I have a C5 up & running with about 30 ZWave+ devices and 6 Zwave devices. I also have a C7 hub waiting for all of the issues to be ironed out.
When the time comes to move my Zwave devices to the C7, are there any benefits/issues with leaving my Zwave devices on the C5 and moving my Zwave+ devices to the C7 and then slowly replace my Zwave devices? My assumption is that the Zwave mesh is only as fast as it's slowest link so if I keep all of my Zwave devices on C5 and move all of the Zwave+ to C7, then my Zwave mesh on C7 will be faster overall than if I move all of my Zwave devices to C7. Is assumption true or am I overthinking?
Assuming you have a strong enough mesh (enough repeaters in the right locations on both), there's nothing wrong with doing this. However, you might be overthinking: it's true that you'll be limited to the lowest speed in the route but that's not necessarily the lowest speed on your network. If your device doesn't hop through that device, it doesn't matter. This, then, also only matters for repeaters.
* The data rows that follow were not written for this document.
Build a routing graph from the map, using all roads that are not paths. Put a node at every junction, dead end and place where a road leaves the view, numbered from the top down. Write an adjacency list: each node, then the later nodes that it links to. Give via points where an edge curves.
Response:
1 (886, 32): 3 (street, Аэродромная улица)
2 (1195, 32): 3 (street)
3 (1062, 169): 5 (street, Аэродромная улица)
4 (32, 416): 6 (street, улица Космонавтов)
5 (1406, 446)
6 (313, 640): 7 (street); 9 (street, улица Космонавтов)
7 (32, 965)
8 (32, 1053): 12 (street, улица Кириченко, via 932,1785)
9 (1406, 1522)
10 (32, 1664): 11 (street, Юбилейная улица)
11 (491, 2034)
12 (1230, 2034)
I sort of did what you're thinking now a while back, minus keeping two networks: I replaced all my repeaters with Z-Wave Plus (500-series) devices to eliminate "classic" Z-Wave repeaters on my network. I still have a few "classic" Z-Wave sensors and whatnot, but I don't care enough about those to replace them until they finally break or something better comes along. Maybe some day I'll do the same with 700- vs 500-series repeaters, as the C-7 is 700-series, but I don't think that's quite as near of a benefit, to say nothing of how hard 700-series devices are to find in most markets right now.
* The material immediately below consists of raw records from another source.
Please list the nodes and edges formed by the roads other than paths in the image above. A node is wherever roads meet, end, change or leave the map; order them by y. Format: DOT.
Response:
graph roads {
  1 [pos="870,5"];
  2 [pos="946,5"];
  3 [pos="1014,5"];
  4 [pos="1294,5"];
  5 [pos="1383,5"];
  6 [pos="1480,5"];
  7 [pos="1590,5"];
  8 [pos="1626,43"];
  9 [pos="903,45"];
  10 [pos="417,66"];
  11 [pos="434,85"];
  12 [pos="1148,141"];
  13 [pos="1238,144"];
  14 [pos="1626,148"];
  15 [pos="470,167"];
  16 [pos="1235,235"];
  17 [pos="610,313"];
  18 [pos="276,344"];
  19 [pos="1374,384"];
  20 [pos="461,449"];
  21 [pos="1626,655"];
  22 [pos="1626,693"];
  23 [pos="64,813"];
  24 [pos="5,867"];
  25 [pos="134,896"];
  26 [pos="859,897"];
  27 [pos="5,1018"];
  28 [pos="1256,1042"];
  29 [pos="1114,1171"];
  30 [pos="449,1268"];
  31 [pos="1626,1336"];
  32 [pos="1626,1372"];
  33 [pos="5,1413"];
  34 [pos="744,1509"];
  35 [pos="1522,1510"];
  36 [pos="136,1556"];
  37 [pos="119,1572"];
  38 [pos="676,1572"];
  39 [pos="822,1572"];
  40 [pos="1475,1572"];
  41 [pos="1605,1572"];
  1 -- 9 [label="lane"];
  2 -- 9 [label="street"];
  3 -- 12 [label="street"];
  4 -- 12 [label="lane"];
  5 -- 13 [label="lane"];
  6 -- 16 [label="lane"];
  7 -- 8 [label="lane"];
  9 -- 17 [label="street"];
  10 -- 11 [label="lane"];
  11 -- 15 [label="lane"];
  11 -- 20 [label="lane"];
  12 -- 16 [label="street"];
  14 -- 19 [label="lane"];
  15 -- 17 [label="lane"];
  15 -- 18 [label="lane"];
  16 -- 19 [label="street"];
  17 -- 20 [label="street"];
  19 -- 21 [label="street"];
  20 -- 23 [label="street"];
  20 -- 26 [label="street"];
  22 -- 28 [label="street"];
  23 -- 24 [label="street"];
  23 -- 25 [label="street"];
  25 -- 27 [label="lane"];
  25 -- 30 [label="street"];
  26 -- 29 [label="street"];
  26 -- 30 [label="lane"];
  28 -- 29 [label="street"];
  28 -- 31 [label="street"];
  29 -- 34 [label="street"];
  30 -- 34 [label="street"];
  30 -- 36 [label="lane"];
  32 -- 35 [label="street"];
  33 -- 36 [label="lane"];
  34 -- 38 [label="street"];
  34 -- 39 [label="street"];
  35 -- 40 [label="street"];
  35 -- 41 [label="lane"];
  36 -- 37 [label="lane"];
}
You're dealing more with Potential than anything else. There are 3 communications speeds possible for ZWave... 100K, 40k and 9.6k.
All devices must support 9.6k therefore, as distance increases, signal noise increases and the devices reduce communications speed to compensate. Putting all your + devices on a single mesh is probably a good idea, BUT don't expect all conversations at 100k. You may still have spots in your home where communications are reduced. Obviously more repeaters become the solution.
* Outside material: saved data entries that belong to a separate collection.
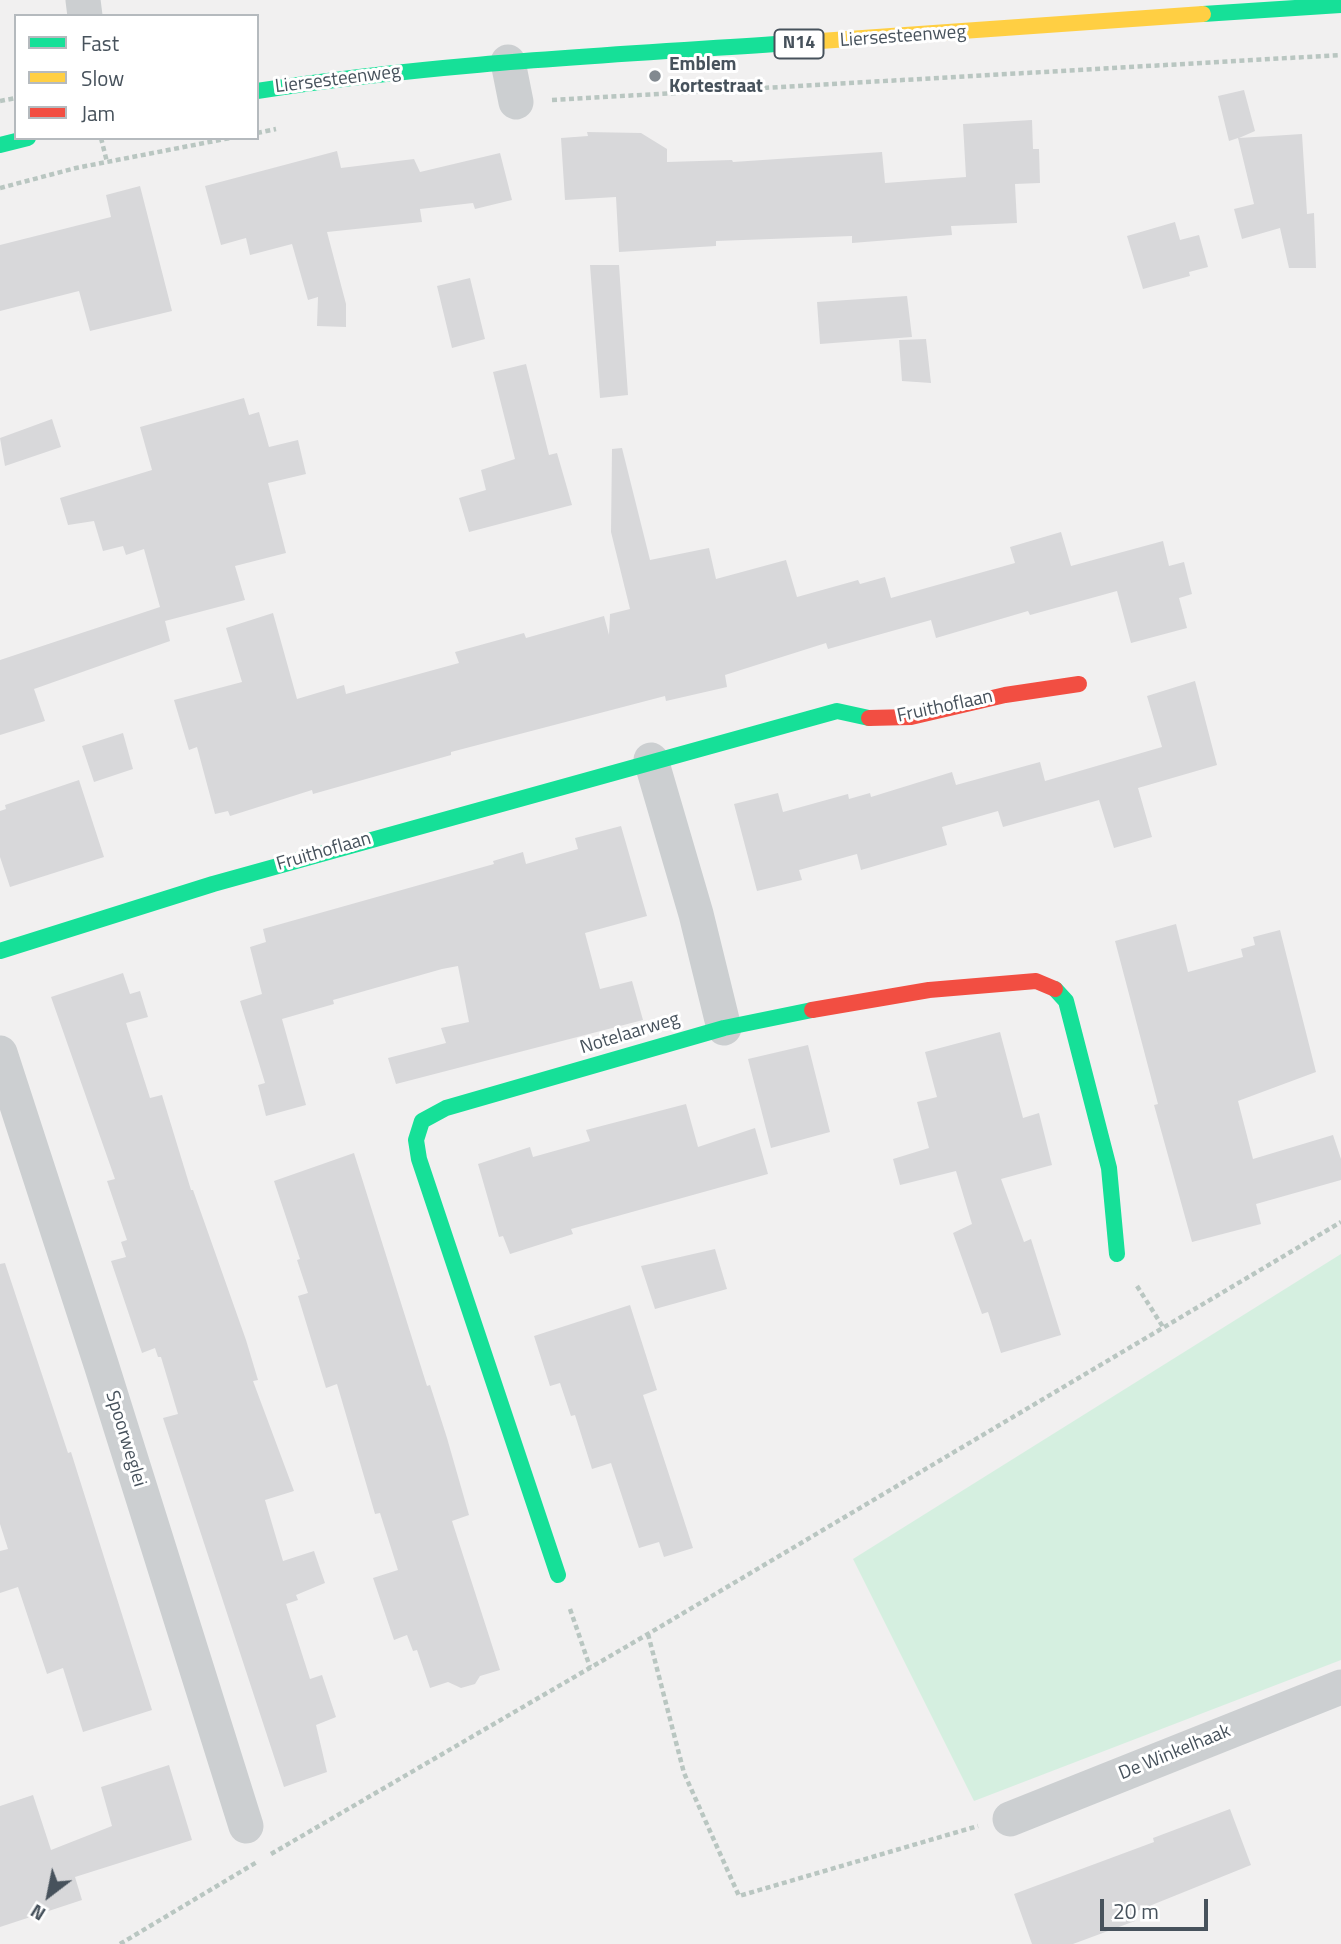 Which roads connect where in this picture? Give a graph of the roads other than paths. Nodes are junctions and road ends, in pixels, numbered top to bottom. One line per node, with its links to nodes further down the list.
1 (1341, 5): 2 (street, Liersesteenweg / N14)
2 (508, 62): 3 (street, Liersesteenweg / N14); 4 (street)
3 (259, 91)
4 (516, 102)
5 (20, 140): 6 (street)
6 (0, 145)
7 (1079, 684): 8 (street, Fruithoflaan)
8 (651, 760): 9 (street, Fruithoflaan); 10 (street)
9 (0, 951)
10 (724, 1028): 12 (street, Notelaarweg); 13 (street, Notelaarweg)
11 (0, 1054): 16 (street, Spoorweglei)
12 (1117, 1254)
13 (558, 1575)
14 (1341, 1687): 15 (street, De Winkelhaak)
15 (1010, 1819)
16 (246, 1826)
And then all of what @bertabcd1234 said too.
I just thought of something else that might matter: if you have vintage GE or similar switches that don't report instant status from physical events back to the hub and you care about that (enough that you have Z-Wave Poller installed right now), then I could see a potential benefit to keeping those puppies separate. Some people have reported poor Z-Wave performance with polling, though likely only if they poll "too much" or have a weak network to start with. If you do this on its own hub, you could risk knocking yourself out with polling and at least everything else would work fine.
I do poll my Zwave switches but from NR, not the hub, and only every 5 minutes. Also, as I have added Zwave+ devices, I have swapped them with existing Zwave devices and moved the existing Zwave devices to where I don't necessarily need to know their status every second of every day. Additionally, my 6 Zwave devices are all located on what I would call the outer limits of my mesh so it would be less likely that any Zwave+ device would choose to go thru a Zwave device. For example, 3 of my Zwave devices are for exterior lights that I don't use physically; they are set to turn on/off based on motion or sunrise/sunset. The other 3 are in a mostly unused guest bedroom that is the farthest away from my C5 hub.
And yes, all of my Zwave switches are GE but I don't know they qualify as "Vintage".
Lots of good advice already here. But if its only 6 zwave devices, I would just go and replace them all one time and save the headache, or at a minimum, replace the devices that repeat so they don't slow down things if they get put into a route.
I did that and got rid of all my zwave devices (except for a couple sensors) and swapped them all over to zwave+ and it made life a lot nicer in terms of speed and reliability.